And so to the sequel: more of the same, yes, but different. Because there is always evolution, and never stasis.

Ominous. Unsettling. Slow-moving. Atmospheric. Resonant. The adjectives bubble up through the mist of ‘Hidden’, the album’s first composition as strings scrape and moan through a gauze-like haze and layers build and drift. Everything is vague, the elements fading into one another, with brief incidentals bringing tension and disquiet to an otherwise tranquil but strangely indefinable atmosphere.

‘Eyes’ rumbles into darker territory, rumbling, billowing darkness providing an undercurrent for wisps of otherworldly drones – forged on strings, but detached from the context of specific instrumentation

When listening to ambient works, I do, at times, find myself pondering the source or the various sounds. ‘That’s a violin’; or ‘that’s a cello’; or ‘that’ll be the clarinet’. It’s a distraction I could do without, especially when effects – and sometimes just reverb and the way notes and sounds rub against one another to create seemingly unnatural sounds – mean that instruments don’t sound like the instruments they are, and often don’t even sound like conventional instruments. It’s better just to let it all wash over you, and to let the sound swell and envelop your being.

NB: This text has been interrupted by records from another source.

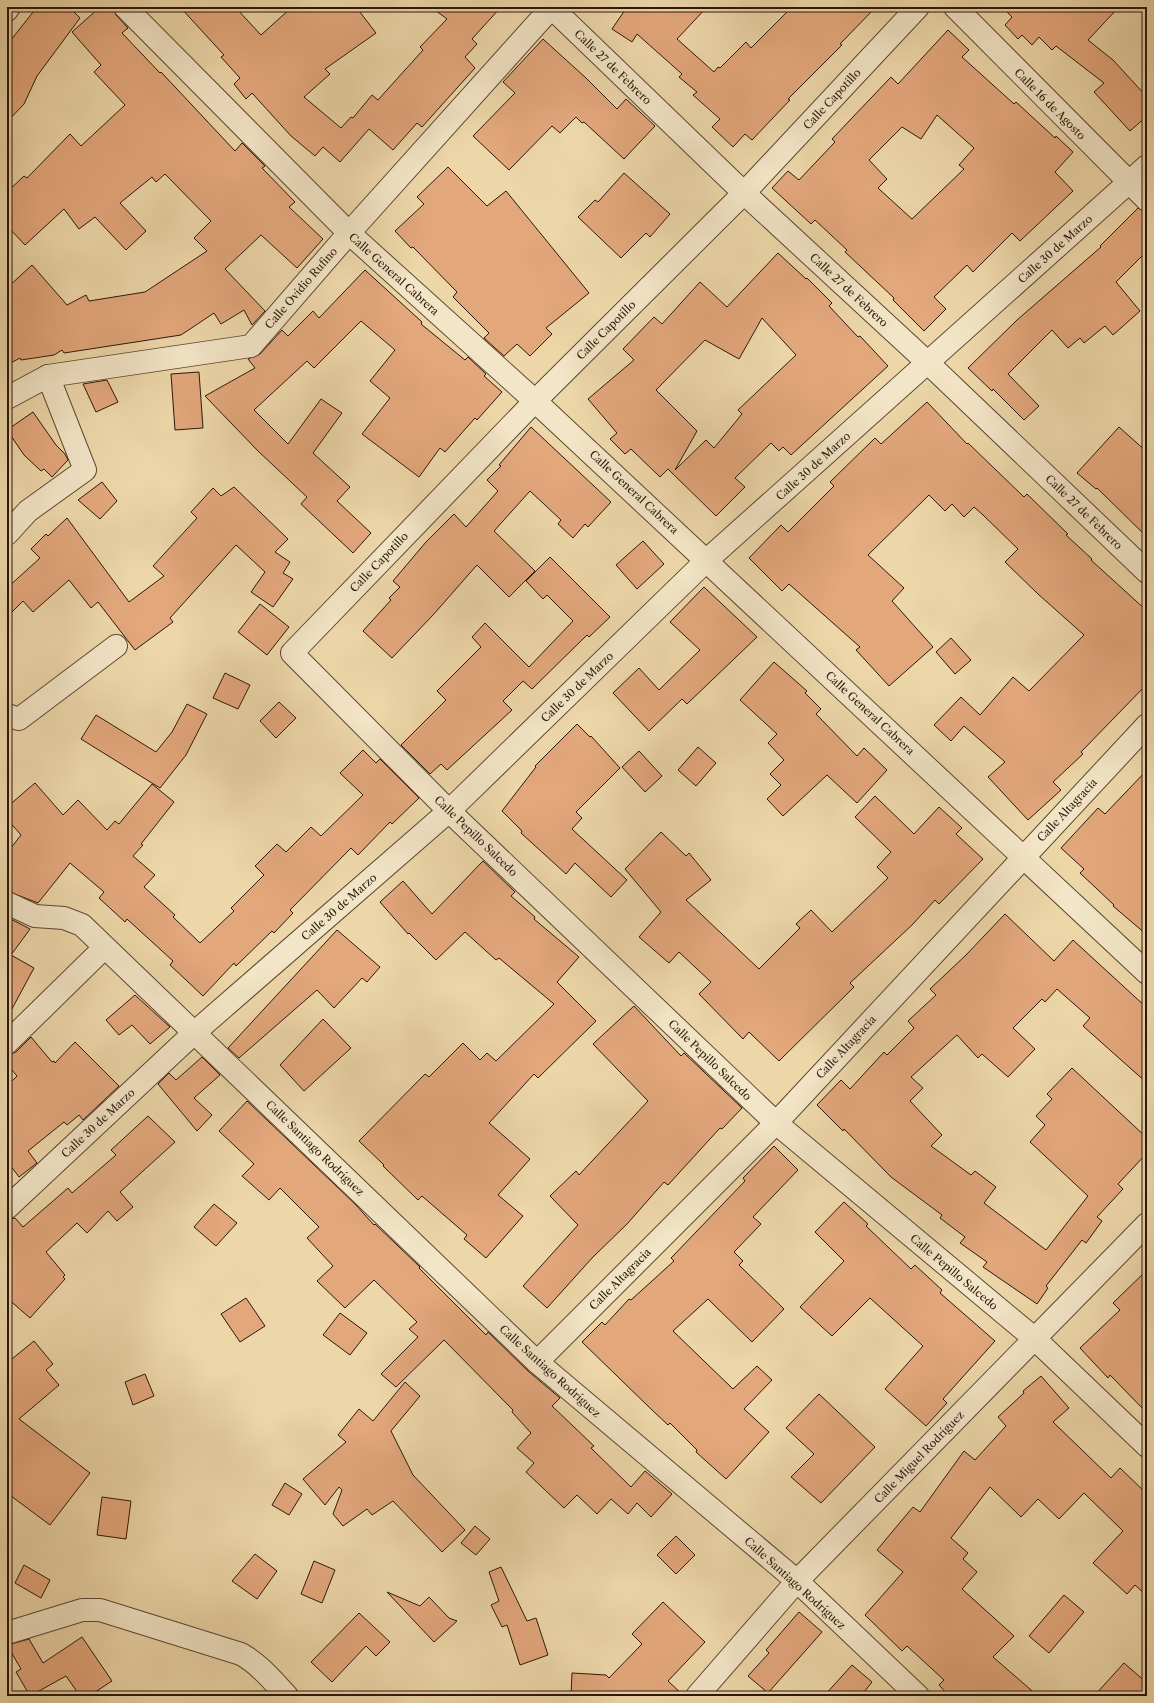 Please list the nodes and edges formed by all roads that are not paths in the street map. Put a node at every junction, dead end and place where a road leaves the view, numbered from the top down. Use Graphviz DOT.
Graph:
graph roads {
  1 [pos="9,7"];
  2 [pos="125,7"];
  3 [pos="551,7"];
  4 [pos="918,7"];
  5 [pos="955,7"];
  6 [pos="7,10"];
  7 [pos="1147,166"];
  8 [pos="1129,183"];
  9 [pos="744,193"];
  10 [pos="1147,200"];
  11 [pos="349,233"];
  12 [pos="928,363"];
  13 [pos="48,376"];
  14 [pos="7,398"];
  15 [pos="535,400"];
  16 [pos="7,534"];
  17 [pos="707,560"];
  18 [pos="1147,572"];
  19 [pos="116,646"];
  20 [pos="292,653"];
  21 [pos="7,715"];
  22 [pos="1147,725"];
  23 [pos="450,811"];
  24 [pos="1024,857"];
  25 [pos="7,903"];
  26 [pos="104,948"];
  27 [pos="1147,973"];
  28 [pos="194,1032"];
  29 [pos="7,1043"];
  30 [pos="776,1123"];
  31 [pos="7,1208"];
  32 [pos="1147,1224"];
  33 [pos="1035,1339"];
  34 [pos="538,1362"];
  35 [pos="1147,1446"];
  36 [pos="797,1581"];
  37 [pos="7,1633"];
  38 [pos="287,1696"];
  39 [pos="697,1696"];
  40 [pos="918,1696"];
  1 -- 6 [label="street"];
  2 -- 11 [label="street, Calle General Cabrera"];
  3 -- 9 [label="street, Calle 27 de Febrero"];
  3 -- 11 [label="street, Calle Ovidio Rufino"];
  4 -- 9 [label="street, Calle Capotillo"];
  5 -- 8 [label="street, Calle 16 de Agosto"];
  7 -- 8 [label="street, Calle 30 de Marzo"];
  8 -- 10 [label="street, Calle 16 de Agosto"];
  8 -- 12 [label="street, Calle 30 de Marzo"];
  9 -- 12 [label="street, Calle 27 de Febrero"];
  9 -- 15 [label="street, Calle Capotillo"];
  11 -- 13 [label="street, Calle Ovidio Rufino"];
  11 -- 15 [label="street, Calle General Cabrera"];
  12 -- 17 [label="street, Calle 30 de Marzo"];
  12 -- 18 [label="street, Calle 27 de Febrero"];
  13 -- 14 [label="street, Calle Ovidio Rufino"];
  13 -- 16 [label="street"];
  15 -- 17 [label="street, Calle General Cabrera"];
  15 -- 20 [label="street, Calle Capotillo"];
  17 -- 23 [label="street, Calle 30 de Marzo"];
  17 -- 24 [label="street, Calle General Cabrera"];
  19 -- 21 [label="street"];
  20 -- 23 [label="street, Calle Pepillo Salcedo"];
  22 -- 24 [label="street, Calle Altagracia"];
  23 -- 28 [label="street, Calle 30 de Marzo"];
  23 -- 30 [label="street, Calle Pepillo Salcedo"];
  24 -- 27 [label="street, Calle General Cabrera"];
  24 -- 30 [label="street, Calle Altagracia"];
  25 -- 26 [label="street, Calle Santiago Rodríguez"];
  26 -- 28 [label="street, Calle Santiago Rodríguez"];
  26 -- 29 [label="street"];
  28 -- 31 [label="street, Calle 30 de Marzo"];
  28 -- 34 [label="street, Calle Santiago Rodríguez"];
  30 -- 33 [label="street, Calle Pepillo Salcedo"];
  30 -- 34 [label="street, Calle Altagracia"];
  32 -- 33 [label="street, Calle Miguel Rodríguez"];
  33 -- 35 [label="street, Calle Pepillo Salcedo"];
  33 -- 36 [label="street, Calle Miguel Rodríguez"];
  34 -- 36 [label="street, Calle Santiago Rodríguez"];
  36 -- 39 [label="street, Calle Miguel Rodríguez"];
  36 -- 40 [label="street, Calle Santiago Rodríguez"];
  37 -- 38 [label="street"];
} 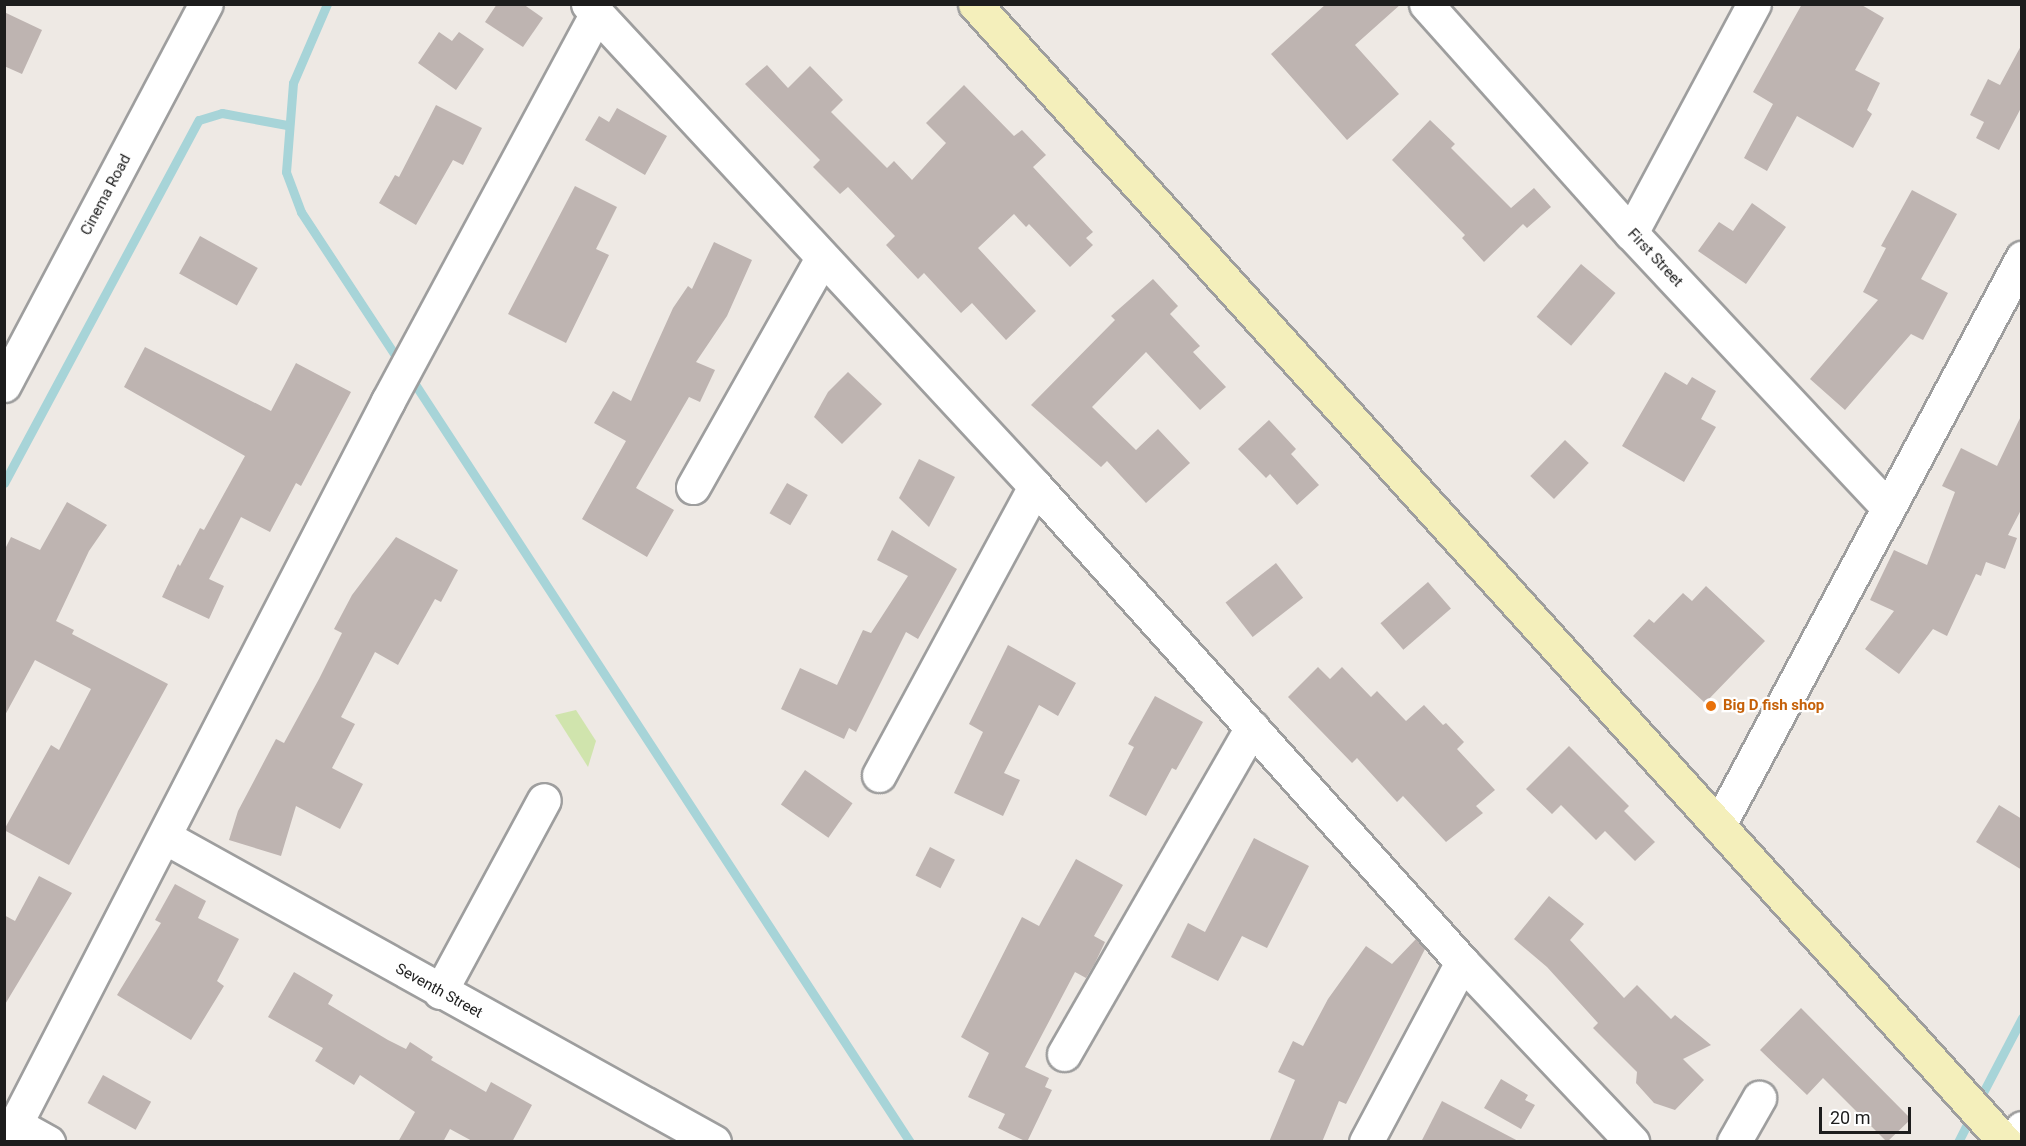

This is very much true of the dense, malevolent sonic swirl of ‘The Dead’, which tapers down seamlessly into ‘Continuity’, where drones hover and piano notes crash as if sliding down a staircase and metallic drones slide and it’s a minimal approach to instrumentation that creates the greatest tension, which ultimately dissipates in the altogether warmer climes of ‘Names’.

Baker and Davis bring out the best in one another, combining their creative capabilities to forge ambience with depth and the power to affect mood rather than merely hover, and Invisible Cities II is strong, moving, and evocative while at the same time conjuring a perfectly distracting aural fog.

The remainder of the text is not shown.